Я возвратился из Африки с больной печенью и потерей многих иллюзий. Однако у меня их оставалось еще предостаточно, чтобы верить в счастье в одиночестве.
Под адским солнцем, обогревающим землю Убанги, я мечтал о спокойном, пустынном ландшафте, о белых дорожках, которые словно бы вели в счастливую жизнь, о негустых лесах и грустных, как осенние ночи, озерах.
Поместье окружала красивая белая изгородь. Посыпанная гравием аллея вела от заправочной станции к дому, размеры которого привели меня в восторг. Он был низким, приземистым, но благодаря большим окнам с маленькими форточками не казался мрачным.
Для человека, только что возвратившегося из Бакумы и страдающего аллергией на нефов, это казалось раем.
Я остановил машину на бетонной площадке возле заправочной станции. У подножия постройки росли нахальные одуванчики. За несколько месяцев сорняки заполонили все лужайки вокруг дома, сделав почти неразличимыми их геометрические контуры. Деревянная калитка была закрыта на простую задвижку. Я закинул руку за дверцу, чтобы ее открыть. Задвижка проржавела и издала настолько резкий скрипучий звук, что большая серая птица, сидящая на краю крыши, взвилась в воздух. Пауки уже опечатали дверь дома, которая открылась от одного толчка. Я ожидал, что здесь будет спертый, нежилой запах, но, наоборот, дом пах свежим деревом.
Довольно большой холл был покрашен в белый цвет. В глубине находилась лестница, слева — просторный зал с тремя окнами, справа — небольшой салон и кухня. Отсутствие мебели ничуть не омрачало эти комнаты, залитые нежным светом.
Я поднялся на второй этаж, чтобы осмотреть три комнаты, упоминавшиеся в акте о продаже. Они были оклеены красивыми обоями в цветочки, благодаря которым я понял, почему этот пустой дом имел веселый вид: он был заново отремонтирован.
Когда на следующий день прибыл мой багаж, то дом стал казаться не таким новым, так как у меня была старинная мебель. Не старая, деревенская, в милом трактирном стиле, а настоящая старинная, чопорная и торжественная, имеющая родословную, но так и не снизошедшая до человека в результате длительного хранения на складе. Конечно, ее следовало продать, но она мне досталась от матери, а на правом углу старых нормандских часов виднелись зарубки, отмечавшие этапы моего взросления.

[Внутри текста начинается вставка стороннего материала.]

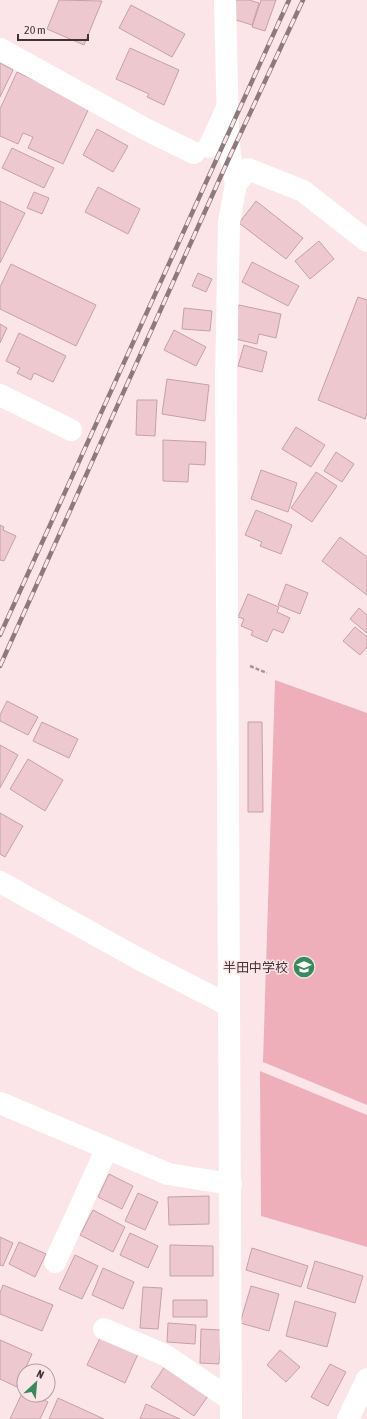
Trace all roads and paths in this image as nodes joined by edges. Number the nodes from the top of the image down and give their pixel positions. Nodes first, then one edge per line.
1 (225, 0) edge
2 (0, 50) edge
3 (228, 106) junction
4 (236, 184) junction
5 (366, 235) edge
6 (0, 395) edge
7 (71, 430) dead end
8 (0, 882) edge
9 (228, 1005) junction
10 (0, 1103) edge
11 (107, 1148) junction
12 (231, 1184) junction
13 (55, 1262) dead end
14 (104, 1329) dead end
15 (367, 1379) edge
16 (231, 1409) edge
17 (348, 1419) edge

1 - 3 street
2 - 3 street
3 - 4 street
4 - 5 street
4 - 9 street
6 - 7 street
8 - 9 street
9 - 12 street
10 - 11 street
11 - 12 street
11 - 13 street
12 - 16 street
14 - 16 street
15 - 17 street

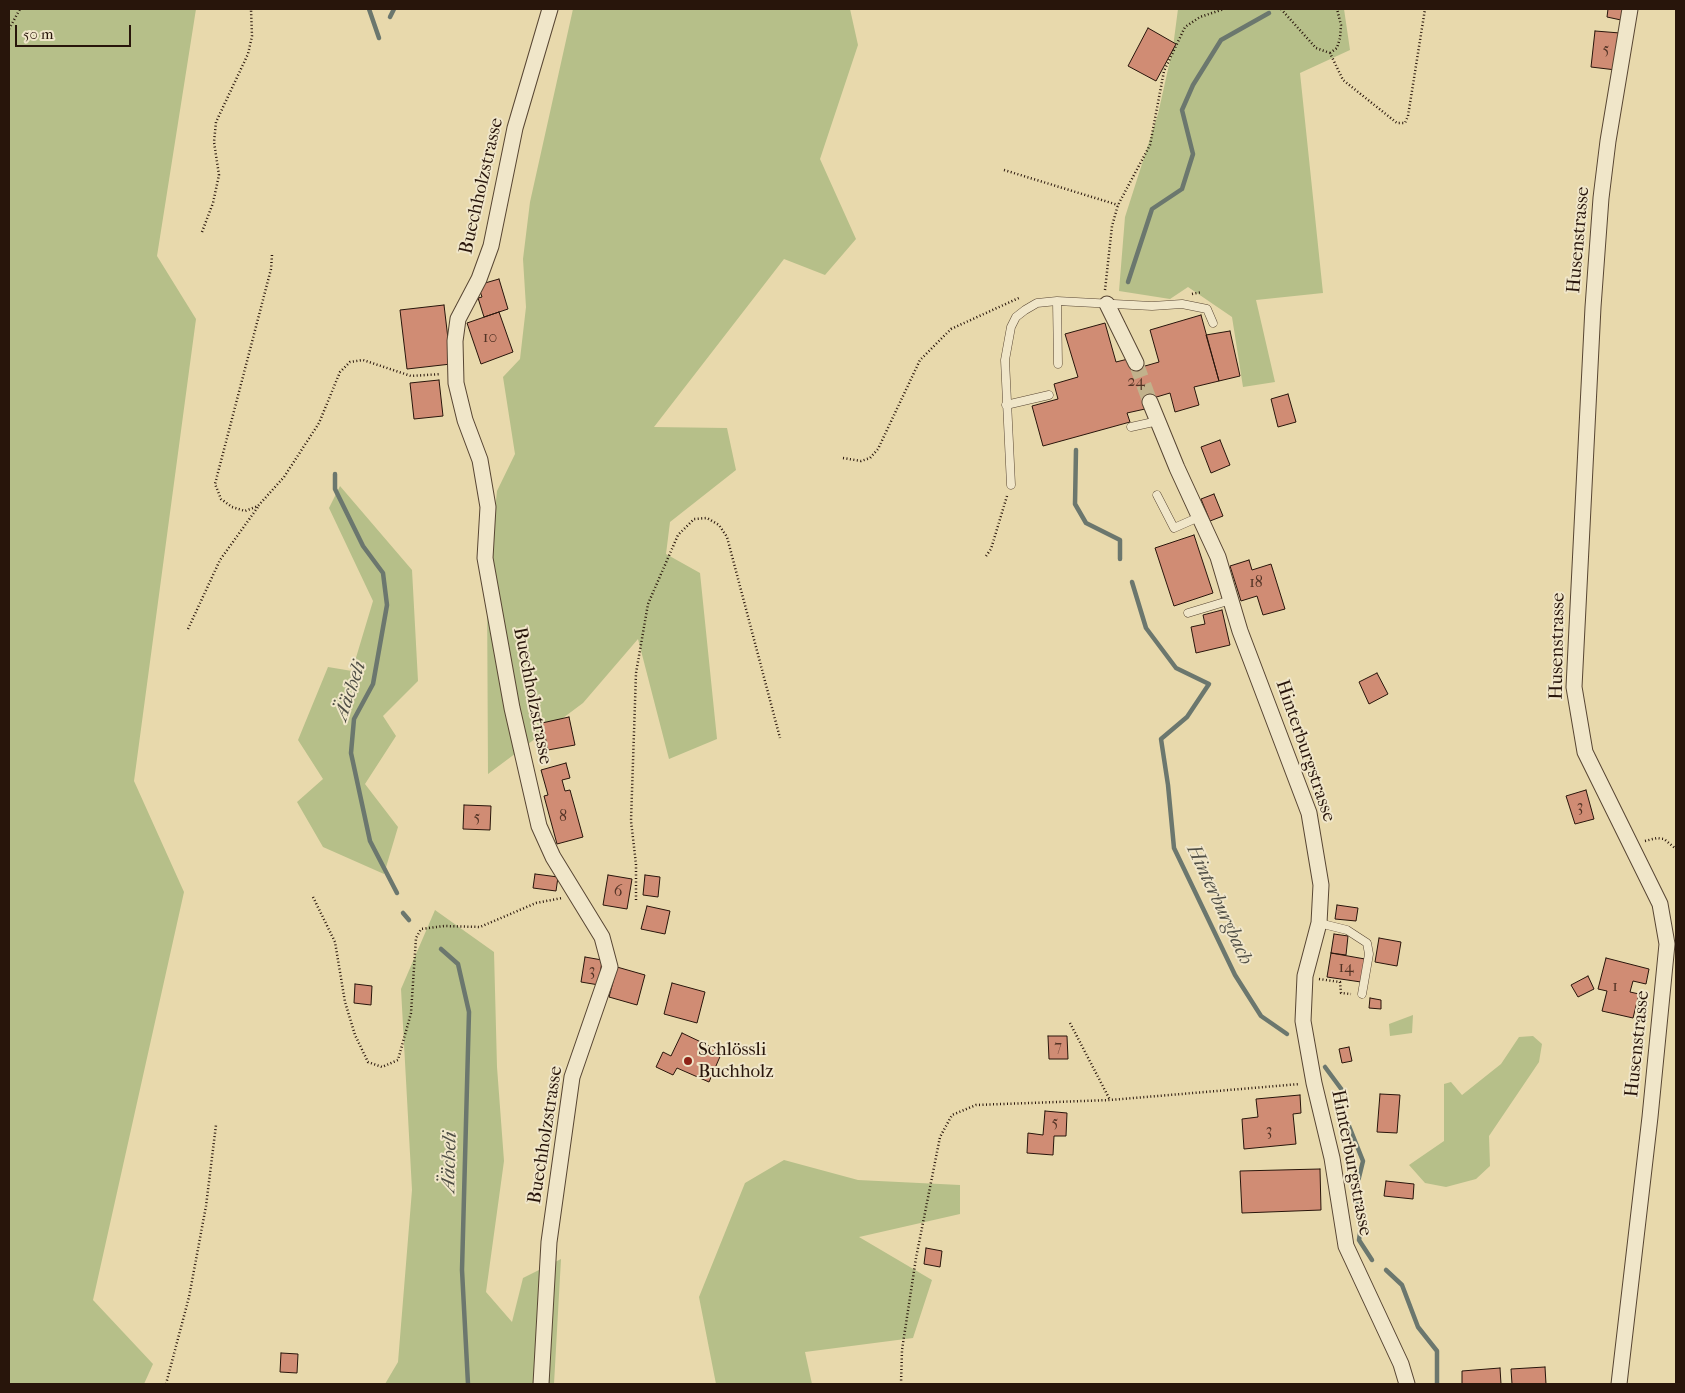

Я потратил неделю в поисках места для этих музейных вещей и на их расстановку. Когда все было окончено и дом стал забит мебелью, он начал серьезно казаться мне пустым. Я чувствовал себя в нем более потерянным, чем в джунглях, из которых только что вернулся. Особенно по вечерам одиночество обрушивалось на меня, как колючий ледяной душ.
Я пытался читать, но не мог вникнуть в мысли автора. Каждая фраза казалась мне не связанной с предыдущей. Кроме того, я не мог уснуть. Окружавшая меня тишина настолько контрастировала с шумными ночами Бакумы, что казалась невыносимой. Нет ничего хуже звона в ушах от гулкой тишины. Мои нервы были на пределе. И тогда я вставал и шел на дорогу прогуляться при свете луны. Тайная жизнь окружавшего леса немного успокаивала мою тревогу. Вне дома я ненадолго забывал о ней, но стоило мне возвратиться в мою цитадель, куда не проникали ни эхо, ни приглушенные звуки, как у меня создавалось впечатление, что я в плену.